***** SOURCE RECORDS

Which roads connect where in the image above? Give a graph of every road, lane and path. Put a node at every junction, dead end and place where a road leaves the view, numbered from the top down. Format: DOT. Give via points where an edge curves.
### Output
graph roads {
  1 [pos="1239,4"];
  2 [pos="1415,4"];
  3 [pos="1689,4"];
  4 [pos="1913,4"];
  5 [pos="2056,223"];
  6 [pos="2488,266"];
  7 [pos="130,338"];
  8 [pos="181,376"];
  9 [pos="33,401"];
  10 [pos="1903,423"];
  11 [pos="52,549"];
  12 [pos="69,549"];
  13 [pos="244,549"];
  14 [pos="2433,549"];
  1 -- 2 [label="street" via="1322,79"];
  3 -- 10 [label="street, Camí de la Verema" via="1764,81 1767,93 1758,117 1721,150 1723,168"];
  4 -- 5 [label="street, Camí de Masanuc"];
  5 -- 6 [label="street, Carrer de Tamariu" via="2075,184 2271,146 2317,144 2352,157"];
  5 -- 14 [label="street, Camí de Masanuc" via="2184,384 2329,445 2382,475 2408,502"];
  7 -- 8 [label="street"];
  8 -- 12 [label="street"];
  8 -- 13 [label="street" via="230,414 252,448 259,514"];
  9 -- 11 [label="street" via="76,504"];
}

**********

§ DESCRIPTION OF THE TASK
Retype the records above in full. Every word should match.

§ RESULT OF THIS TASK
Which roads connect where in the image above? Give a graph of every road, lane and path. Put a node at every junction, dead end and place where a road leaves the view, numbered from the top down. Format: DOT. Give via points where an edge curves.
### Output
graph roads {
  1 [pos="1239,4"];
  2 [pos="1415,4"];
  3 [pos="1689,4"];
  4 [pos="1913,4"];
  5 [pos="2056,223"];
  6 [pos="2488,266"];
  7 [pos="130,338"];
  8 [pos="181,376"];
  9 [pos="33,401"];
  10 [pos="1903,423"];
  11 [pos="52,549"];
  12 [pos="69,549"];
  13 [pos="244,549"];
  14 [pos="2433,549"];
  1 -- 2 [label="street" via="1322,79"];
  3 -- 10 [label="street, Camí de la Verema" via="1764,81 1767,93 1758,117 1721,150 1723,168"];
  4 -- 5 [label="street, Camí de Masanuc"];
  5 -- 6 [label="street, Carrer de Tamariu" via="2075,184 2271,146 2317,144 2352,157"];
  5 -- 14 [label="street, Camí de Masanuc" via="2184,384 2329,445 2382,475 2408,502"];
  7 -- 8 [label="street"];
  8 -- 12 [label="street"];
  8 -- 13 [label="street" via="230,414 252,448 259,514"];
  9 -- 11 [label="street" via="76,504"];
}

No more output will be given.